> What this task involves
In the records that follow, count each line where the string "VIEW" occurs. Provide the total and no other text.
BEGIN
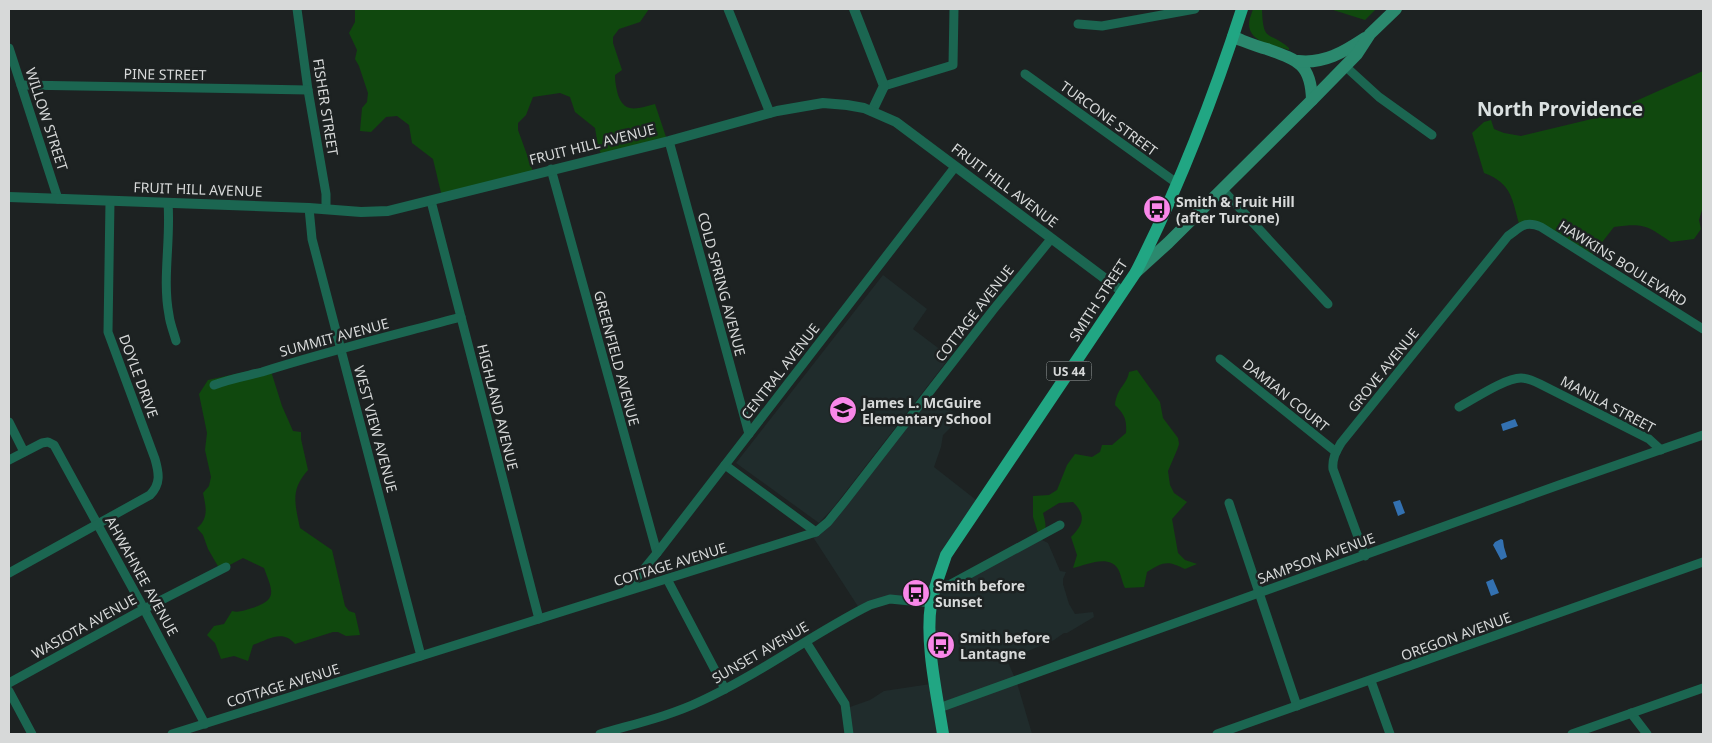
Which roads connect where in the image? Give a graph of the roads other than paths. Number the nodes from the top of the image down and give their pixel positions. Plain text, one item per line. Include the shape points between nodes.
1 (297, 9) edge
2 (728, 9) edge
3 (854, 9) edge
4 (954, 9) edge
5 (1195, 9) edge
6 (1242, 9) edge
7 (1396, 9) edge
8 (1078, 24) dead end
9 (1370, 34) junction
10 (1233, 37) junction
11 (9, 48) edge
12 (1298, 61) junction
13 (1345, 66) junction
14 (1025, 74) dead end
15 (21, 85) junction
16 (884, 86) junction
17 (308, 90) junction
18 (1312, 100) junction
19 (872, 111) junction
20 (770, 114) junction
21 (1432, 135) dead end
22 (669, 140) junction
23 (955, 166) junction
24 (551, 169) junction
25 (1178, 184) junction
26 (1222, 190) junction
27 (9, 197) edge
28 (58, 199) junction
29 (110, 201) junction
30 (431, 201) junction
31 (168, 203) junction
32 (309, 208) junction
33 (326, 209) junction
34 (1526, 224) joint
35 (1052, 239) junction
36 (1136, 272) junction
37 (1123, 292) junction
38 (1328, 304) dead end
39 (461, 317) junction
40 (1703, 329) edge
41 (176, 341) dead end
42 (341, 348) junction
43 (1220, 359) dead end
44 (214, 385) dead end
45 (1459, 407) dead end
46 (9, 422) edge
47 (749, 434) junction
48 (1703, 435) edge
49 (1661, 450) junction
50 (24, 452) junction
51 (1336, 452) junction
52 (9, 460) edge
53 (726, 465) junction
54 (1229, 504) dead end
55 (98, 525) junction
56 (1060, 525) dead end
57 (816, 532) junction
58 (657, 554) junction
59 (1365, 556) junction
60 (1703, 562) edge
61 (226, 566) dead end
62 (9, 573) edge
63 (667, 579) junction
64 (936, 588) junction
65 (626, 592) junction
66 (1260, 593) junction
67 (931, 603) junction
68 (144, 609) junction
69 (539, 619) junction
70 (806, 642) junction
71 (421, 656) junction
72 (1370, 681) junction
73 (9, 683) edge
74 (1703, 688) edge
75 (725, 689) junction
76 (9, 691) edge
77 (1297, 706) junction
78 (939, 708) junction
79 (1631, 713) junction
80 (205, 724) junction
81 (32, 734) edge
82 (172, 734) edge
83 (600, 734) edge
84 (850, 734) edge
85 (943, 734) edge
86 (1217, 734) edge
87 (1390, 734) edge
88 (1572, 734) edge
89 (1647, 734) edge

1 - 17 street, FISHER STREET
2 - 20 street
3 - 16 street
4 - 16 street via 953,65
5 - 8 street via 1102,26
6 - 10 main road, SMITH STREET / US 44
7 - 9 main road
9 - 12 main road via 1333,57 1316,62
9 - 13 main road
10 - 12 main road
10 - 25 main road, SMITH STREET / US 44
11 - 15 street, WILLOW STREET
12 - 18 main road via 1308,73
13 - 18 main road
13 - 21 street via 1378,97
14 - 25 street, TURCONE STREET
15 - 17 street, PINE STREET
15 - 28 street, WILLOW STREET
16 - 19 street
17 - 33 street, FISHER STREET
18 - 26 main road
19 - 20 street, FRUIT HILL AVENUE via 847,104 823,104
19 - 23 street, FRUIT HILL AVENUE via 896,122
20 - 22 street, FRUIT HILL AVENUE
22 - 24 street, FRUIT HILL AVENUE
22 - 47 street, COLD SPRING AVENUE
23 - 35 street, FRUIT HILL AVENUE
23 - 47 street, CENTRAL AVENUE
24 - 30 street, FRUIT HILL AVENUE
24 - 58 street, GREENFIELD AVENUE
25 - 36 main road, SMITH STREET / US 44
26 - 36 main road
26 - 38 street
27 - 28 street, FRUIT HILL AVENUE
28 - 29 street, FRUIT HILL AVENUE
29 - 31 street, FRUIT HILL AVENUE
29 - 55 street, DOYLE DRIVE via 108,332 155,459 159,479 156,490 150,495
30 - 33 street, FRUIT HILL AVENUE via 382,212
30 - 39 street, HIGHLAND AVENUE
31 - 32 street, FRUIT HILL AVENUE
31 - 41 street via 167,298 168,315
32 - 33 street, FRUIT HILL AVENUE
32 - 42 street, WEST VIEW AVENUE via 312,239
34 - 40 street, HAWKINS BOULEVARD via 1540,227
34 - 51 street, GROVE AVENUE via 1508,236
35 - 37 street, FRUIT HILL AVENUE
35 - 57 street, COTTAGE AVENUE via 845,501
36 - 37 main road, SMITH STREET / US 44
37 - 64 main road, SMITH STREET / US 44 via 952,545
39 - 42 street, SUMMIT AVENUE
39 - 69 street, HIGHLAND AVENUE
42 - 44 street, SUMMIT AVENUE
42 - 71 street, WEST VIEW AVENUE
43 - 51 street, DAMIAN COURT
45 - 49 street, MANILA STREET via 1508,381 1523,378 1649,439
46 - 50 street
47 - 53 street, CENTRAL AVENUE
48 - 49 street, SAMPSON AVENUE
49 - 59 street, SAMPSON AVENUE
50 - 52 street
50 - 55 street, AHWAHNEE AVENUE via 51,443
51 - 59 street via 1332,460 1333,469
53 - 57 street
53 - 58 street, CENTRAL AVENUE
54 - 66 street
55 - 62 street, DOYLE DRIVE
55 - 68 street, AHWAHNEE AVENUE
56 - 64 street via 951,584
57 - 63 street, COTTAGE AVENUE
58 - 65 street, CENTRAL AVENUE
59 - 66 street, SAMPSON AVENUE
60 - 72 street, OREGON AVENUE
61 - 68 street, WASIOTA AVENUE
63 - 65 street, COTTAGE AVENUE
63 - 75 street
64 - 67 main road, SMITH STREET / US 44
65 - 69 street, COTTAGE AVENUE
66 - 77 street
66 - 78 street, SAMPSON AVENUE
67 - 70 street, SUNSET AVENUE via 881,601
67 - 78 main road, SMITH STREET / US 44 via 930,636
68 - 73 street, WASIOTA AVENUE
68 - 80 street, AHWAHNEE AVENUE
69 - 71 street, COTTAGE AVENUE
70 - 75 street, SUNSET AVENUE
70 - 84 street via 845,704
71 - 80 street, COTTAGE AVENUE
72 - 77 street, OREGON AVENUE
72 - 87 street
74 - 79 street
75 - 83 street, SUNSET AVENUE via 668,714
76 - 81 street
77 - 86 street, OREGON AVENUE
78 - 85 main road, SMITH STREET / US 44
79 - 88 street
79 - 89 street
80 - 82 street, COTTAGE AVENUE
END
> Exercise answer
2